▼
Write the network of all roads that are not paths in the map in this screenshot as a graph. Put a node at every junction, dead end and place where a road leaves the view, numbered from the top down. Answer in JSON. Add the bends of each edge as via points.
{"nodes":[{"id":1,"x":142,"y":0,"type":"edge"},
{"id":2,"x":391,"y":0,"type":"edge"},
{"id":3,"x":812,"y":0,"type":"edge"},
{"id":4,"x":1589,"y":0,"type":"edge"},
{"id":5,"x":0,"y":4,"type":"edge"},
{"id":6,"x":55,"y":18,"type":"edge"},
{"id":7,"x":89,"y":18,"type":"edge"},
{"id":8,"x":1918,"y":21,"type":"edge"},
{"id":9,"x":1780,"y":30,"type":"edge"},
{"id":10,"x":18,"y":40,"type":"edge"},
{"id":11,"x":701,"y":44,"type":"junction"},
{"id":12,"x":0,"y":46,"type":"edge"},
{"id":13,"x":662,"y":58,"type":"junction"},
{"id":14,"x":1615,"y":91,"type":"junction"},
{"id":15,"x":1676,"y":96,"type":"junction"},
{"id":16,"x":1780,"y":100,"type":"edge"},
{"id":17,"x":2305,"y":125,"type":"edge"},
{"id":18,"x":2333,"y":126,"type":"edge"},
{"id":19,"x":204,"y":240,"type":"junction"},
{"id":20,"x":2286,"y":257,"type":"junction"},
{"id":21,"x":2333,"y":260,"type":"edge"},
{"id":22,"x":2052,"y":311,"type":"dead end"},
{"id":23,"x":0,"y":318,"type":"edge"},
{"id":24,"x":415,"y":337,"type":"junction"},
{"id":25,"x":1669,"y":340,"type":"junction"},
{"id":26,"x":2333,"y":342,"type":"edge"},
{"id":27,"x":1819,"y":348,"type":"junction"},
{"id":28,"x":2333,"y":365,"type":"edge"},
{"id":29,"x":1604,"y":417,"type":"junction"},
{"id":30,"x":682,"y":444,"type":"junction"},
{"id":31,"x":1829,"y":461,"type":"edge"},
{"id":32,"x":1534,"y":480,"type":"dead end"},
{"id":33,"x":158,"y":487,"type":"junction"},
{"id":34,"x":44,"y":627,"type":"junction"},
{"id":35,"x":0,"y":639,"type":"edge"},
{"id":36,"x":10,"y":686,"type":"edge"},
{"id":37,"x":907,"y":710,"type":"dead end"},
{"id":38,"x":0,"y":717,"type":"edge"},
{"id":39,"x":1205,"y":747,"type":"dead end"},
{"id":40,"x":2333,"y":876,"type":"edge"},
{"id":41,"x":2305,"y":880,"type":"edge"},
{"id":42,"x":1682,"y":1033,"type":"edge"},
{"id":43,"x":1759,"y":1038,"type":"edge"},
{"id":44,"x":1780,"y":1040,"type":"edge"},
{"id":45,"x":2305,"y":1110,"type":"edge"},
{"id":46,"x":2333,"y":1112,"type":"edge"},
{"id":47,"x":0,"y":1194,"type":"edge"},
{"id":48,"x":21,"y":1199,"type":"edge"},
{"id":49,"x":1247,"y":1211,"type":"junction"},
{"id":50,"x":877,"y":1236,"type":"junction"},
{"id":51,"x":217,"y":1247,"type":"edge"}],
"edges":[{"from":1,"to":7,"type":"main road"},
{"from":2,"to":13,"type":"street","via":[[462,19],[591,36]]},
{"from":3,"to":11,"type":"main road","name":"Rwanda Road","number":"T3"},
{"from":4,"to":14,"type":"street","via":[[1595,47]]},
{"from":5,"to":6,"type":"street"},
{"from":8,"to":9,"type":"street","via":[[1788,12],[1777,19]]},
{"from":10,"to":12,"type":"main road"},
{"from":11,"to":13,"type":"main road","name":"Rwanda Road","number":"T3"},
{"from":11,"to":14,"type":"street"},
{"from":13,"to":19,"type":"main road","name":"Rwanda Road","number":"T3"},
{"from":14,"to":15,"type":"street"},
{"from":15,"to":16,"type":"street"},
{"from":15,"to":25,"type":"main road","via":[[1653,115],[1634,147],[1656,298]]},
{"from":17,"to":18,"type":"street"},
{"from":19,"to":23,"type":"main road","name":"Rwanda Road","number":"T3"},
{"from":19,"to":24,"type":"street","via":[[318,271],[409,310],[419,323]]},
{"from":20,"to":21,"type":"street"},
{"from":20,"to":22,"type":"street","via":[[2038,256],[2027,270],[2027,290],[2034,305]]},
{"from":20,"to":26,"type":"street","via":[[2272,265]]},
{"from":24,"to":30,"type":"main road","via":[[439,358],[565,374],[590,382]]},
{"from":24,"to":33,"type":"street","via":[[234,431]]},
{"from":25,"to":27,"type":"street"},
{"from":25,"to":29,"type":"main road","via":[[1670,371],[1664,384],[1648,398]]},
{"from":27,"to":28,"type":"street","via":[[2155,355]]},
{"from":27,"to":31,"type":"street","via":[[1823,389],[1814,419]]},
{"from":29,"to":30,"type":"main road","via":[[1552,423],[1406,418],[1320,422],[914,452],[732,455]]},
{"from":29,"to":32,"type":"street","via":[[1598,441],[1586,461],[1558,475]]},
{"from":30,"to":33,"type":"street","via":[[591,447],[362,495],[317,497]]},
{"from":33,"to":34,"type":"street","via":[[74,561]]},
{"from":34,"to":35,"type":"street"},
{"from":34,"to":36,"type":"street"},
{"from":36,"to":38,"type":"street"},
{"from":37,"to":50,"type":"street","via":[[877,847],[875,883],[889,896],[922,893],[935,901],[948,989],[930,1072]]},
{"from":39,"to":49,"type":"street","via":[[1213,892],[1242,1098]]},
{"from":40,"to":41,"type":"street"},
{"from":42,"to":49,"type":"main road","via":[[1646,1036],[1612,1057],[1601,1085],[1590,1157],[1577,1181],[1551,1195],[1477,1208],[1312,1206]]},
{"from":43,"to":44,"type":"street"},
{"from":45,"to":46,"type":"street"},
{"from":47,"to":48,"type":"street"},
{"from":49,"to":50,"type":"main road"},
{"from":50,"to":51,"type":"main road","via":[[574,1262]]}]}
▲
[Requirement] Find how many lines of the material carry the string "Rwanda". Only the number should be in the answer.

[Task output] 4